FLT last traded on 19th March 2020, at $9.910.
Virgin Australia Extended Domestic Capacity Reductions
One of Australia’s largest airlines, Virgin Australia Holdings Limited (ASX:VAH) has recently extended its domestic capacity reductions to 90 per cent from 50 per cent, which means it will temporarily suspend services to nineteen Australian destinations operated by the Company currently.
However, it will continue to retain connectivity to seventeen Australian destinations to transport critical freight, essential services and logistics.
With state border closures intensifying across the nation, the Company will begin grounding and repositioning over 125 aircraft in its fleet by the end of this week. Moreover, it has decided to temporarily stand down about 8,000 of its 10,000 strong workforce till May end to preserve future jobs.
Following the Australian government’s new social distancing regulations, the airline has also temporarily shut down all its lounges.
VAH’s stock rose by ~17 per cent on 26th March 2020, closing the trading session higher at $0.083.
Qantas Secured $1.05 billion in Additional Liquidity
To strengthen its position amidst coronavirus crisis, Australia’s largest airline by fleet size, Qantas Airways Limited (ASX:QAN) has secured $1.05 billion in additional liquidity, completing a fresh round of debt funding.
The Company has obtained the debt against part of its fleet of unencumbered airplane, bought in cash during recent years. The funding has resulted in a rise in its cash balance to $2.9 billion, along with a further $1 billion undrawn facility staying available.
Qantas is amongst those aviation players that have faced harsh impacts of a substantial decline in travel demand owing to COVID-19 pandemic in the last few months.
Recently, the Company along with Jetstar, stood down its majority of 30k employees until May end to preserve as many jobs as possible in the long term. Moreover, the Company’s board and senior management executives rose their salary reductions to 100 per cent from 30 per cent until the end of the current financial year, for additional support.
HLO Announced Significant Cost Reduction Actions
ANZ travel distribution company, Helloworld Travel Limited (ASX:HLO) has recently announced significant cost reduction actions to mitigate the effect of rapidly evolving coronavirus landscape. Considering a substantial decline in demand for its services due to the rapid de-escalation of domestic and international travel, the Company has come up with the following actions:
- Implementing 275 redundancies in different countries at an estimated cost of $1.4 million to the business.
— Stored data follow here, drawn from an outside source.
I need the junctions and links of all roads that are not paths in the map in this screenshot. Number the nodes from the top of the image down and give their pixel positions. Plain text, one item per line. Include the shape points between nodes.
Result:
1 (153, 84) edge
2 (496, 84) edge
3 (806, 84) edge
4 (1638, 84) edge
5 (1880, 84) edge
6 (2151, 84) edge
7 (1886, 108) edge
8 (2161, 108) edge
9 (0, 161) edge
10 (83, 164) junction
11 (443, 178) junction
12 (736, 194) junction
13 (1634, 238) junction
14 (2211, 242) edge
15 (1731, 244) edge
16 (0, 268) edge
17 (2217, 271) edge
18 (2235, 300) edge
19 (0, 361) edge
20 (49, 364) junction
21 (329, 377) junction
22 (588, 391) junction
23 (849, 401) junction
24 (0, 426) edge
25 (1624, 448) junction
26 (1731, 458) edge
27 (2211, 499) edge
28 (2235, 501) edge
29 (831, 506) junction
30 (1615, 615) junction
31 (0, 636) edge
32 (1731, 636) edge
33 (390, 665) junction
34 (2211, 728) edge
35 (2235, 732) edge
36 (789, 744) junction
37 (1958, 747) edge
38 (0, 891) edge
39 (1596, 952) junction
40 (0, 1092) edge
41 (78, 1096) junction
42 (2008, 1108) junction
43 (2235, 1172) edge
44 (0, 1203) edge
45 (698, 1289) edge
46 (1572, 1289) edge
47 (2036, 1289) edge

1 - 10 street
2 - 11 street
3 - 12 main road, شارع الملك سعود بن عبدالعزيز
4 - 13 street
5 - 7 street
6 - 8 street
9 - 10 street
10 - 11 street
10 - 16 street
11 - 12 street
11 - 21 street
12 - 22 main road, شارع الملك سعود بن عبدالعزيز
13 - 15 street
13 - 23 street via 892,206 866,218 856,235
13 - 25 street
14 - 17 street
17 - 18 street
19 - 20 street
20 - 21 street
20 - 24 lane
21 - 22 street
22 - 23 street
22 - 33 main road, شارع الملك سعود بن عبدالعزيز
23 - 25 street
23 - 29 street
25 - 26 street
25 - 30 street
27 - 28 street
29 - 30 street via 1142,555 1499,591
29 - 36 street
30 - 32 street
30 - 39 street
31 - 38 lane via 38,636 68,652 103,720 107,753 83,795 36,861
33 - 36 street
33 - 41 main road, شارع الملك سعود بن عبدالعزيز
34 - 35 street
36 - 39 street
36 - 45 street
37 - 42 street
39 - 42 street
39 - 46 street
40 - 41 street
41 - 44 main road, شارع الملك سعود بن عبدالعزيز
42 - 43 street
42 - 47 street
- Standing down around 65 per cent of its workforce throughout all countries.
- Offering reduced working hours to all its remaining personnel.
In addition, the Company mentioned that its Executive Director and CEO will take no salary for the next 3.5 months to 30th June 2020. The Company has also frozen marketing and membership fees for all its network members for a 6-month period from April to September.
HLO closed the trading session at $0.93, with a rise of 3.33 per cent.
Apparently, COVID-19 pandemic has resulted in a major blow to companies operating in the travel and aviation sector, forcing them to lay-off several employees for the continuity of their businesses. However, the federal government is doing its best to support the sector and is likely to come up with further stimulus in the coming days.